__PROBLEM REQUIREMENTS__
Reproduce the whole listing below without its pictures, exactly as written.

__DATASET EXTRACT__
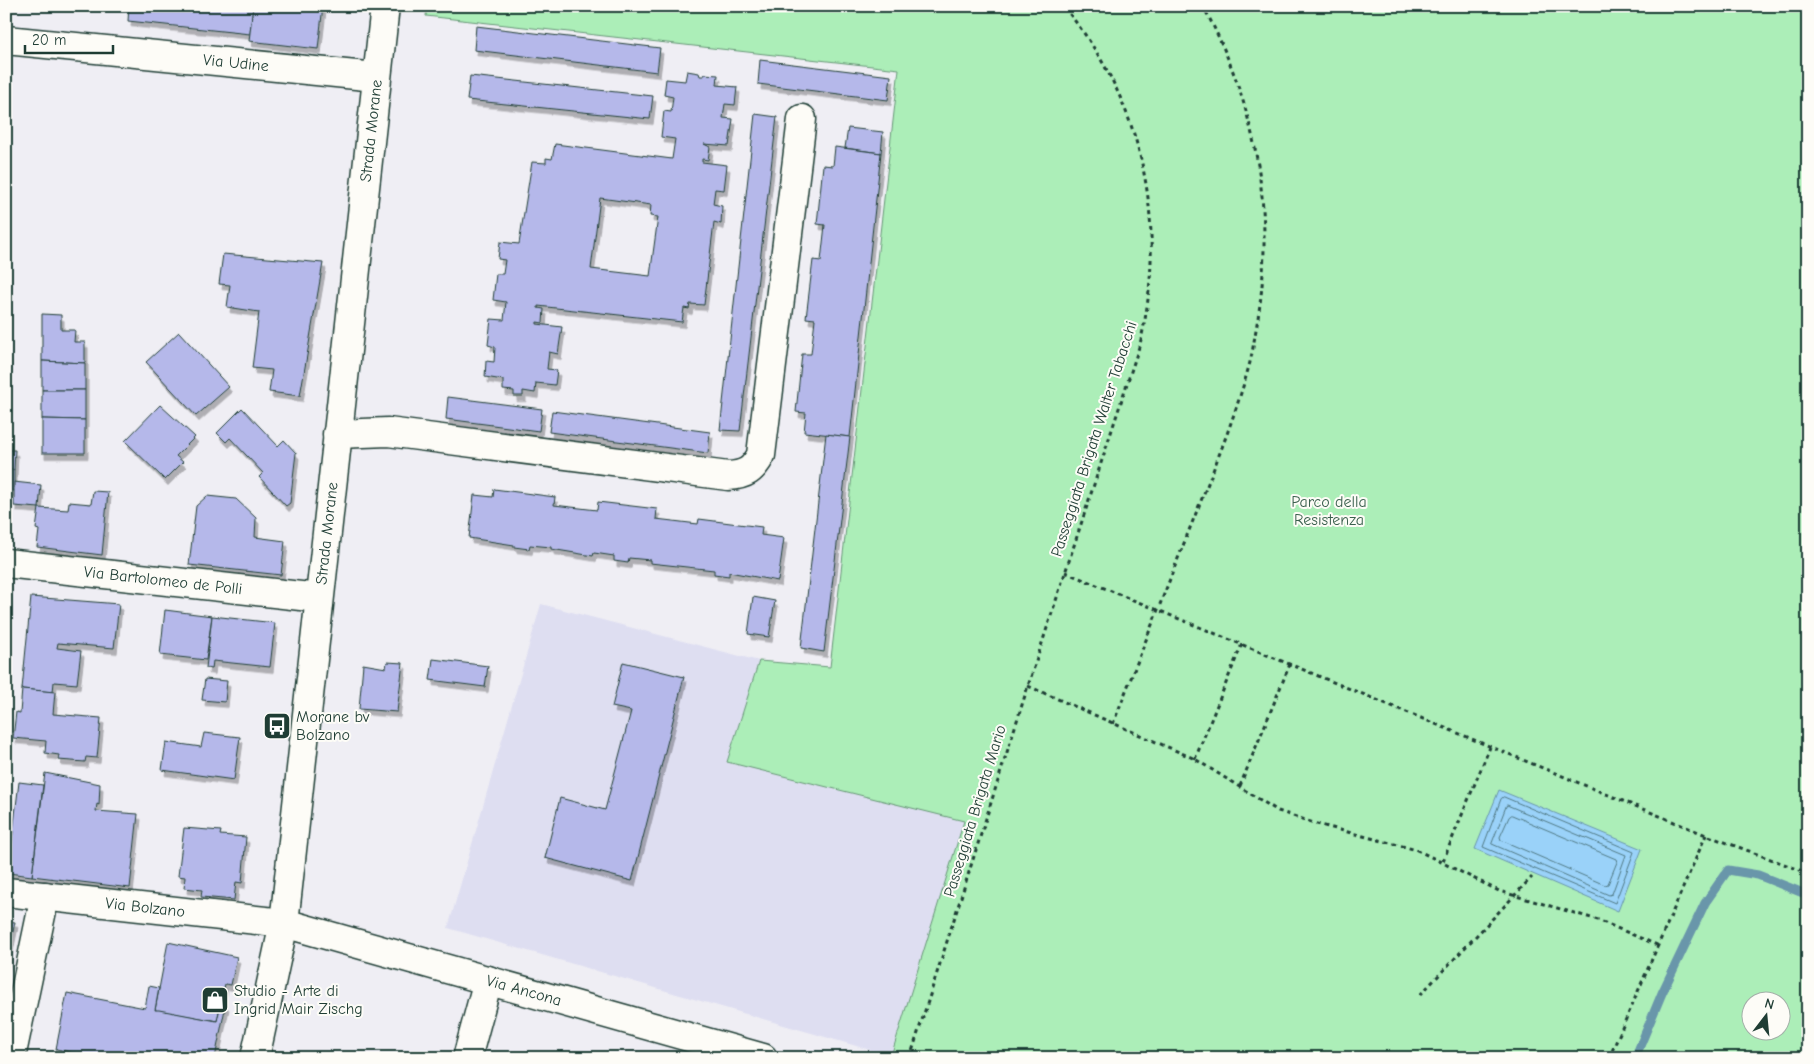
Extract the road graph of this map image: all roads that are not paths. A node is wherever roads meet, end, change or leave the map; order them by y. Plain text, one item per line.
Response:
1 (385, 6) edge
2 (6, 40) edge
3 (376, 77) junction
4 (802, 119) dead end
5 (337, 434) junction
6 (6, 563) edge
7 (319, 598) junction
8 (6, 892) edge
9 (45, 896) junction
10 (284, 923) junction
11 (488, 980) junction
12 (11, 1058) edge
13 (255, 1058) edge
14 (467, 1058) edge
15 (763, 1058) edge

1 - 3 street, Strada Morane
2 - 3 street, Via Udine
3 - 5 street, Strada Morane
4 - 5 street
5 - 7 street, Strada Morane
6 - 7 street, Via Bartolomeo de Polli
7 - 10 street, Strada Morane
8 - 9 street, Via Bolzano
9 - 10 street, Via Bolzano
9 - 12 street
10 - 11 street, Via Ancona
10 - 13 street, Strada Morane
11 - 14 street
11 - 15 street, Via Ancona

__FINISHED TASK__
Extract the road graph of this map image: all roads that are not paths. A node is wherever roads meet, end, change or leave the map; order them by y. Plain text, one item per line.
Response:
1 (385, 6) edge
2 (6, 40) edge
3 (376, 77) junction
4 (802, 119) dead end
5 (337, 434) junction
6 (6, 563) edge
7 (319, 598) junction
8 (6, 892) edge
9 (45, 896) junction
10 (284, 923) junction
11 (488, 980) junction
12 (11, 1058) edge
13 (255, 1058) edge
14 (467, 1058) edge
15 (763, 1058) edge

1 - 3 street, Strada Morane
2 - 3 street, Via Udine
3 - 5 street, Strada Morane
4 - 5 street
5 - 7 street, Strada Morane
6 - 7 street, Via Bartolomeo de Polli
7 - 10 street, Strada Morane
8 - 9 street, Via Bolzano
9 - 10 street, Via Bolzano
9 - 12 street
10 - 11 street, Via Ancona
10 - 13 street, Strada Morane
11 - 14 street
11 - 15 street, Via Ancona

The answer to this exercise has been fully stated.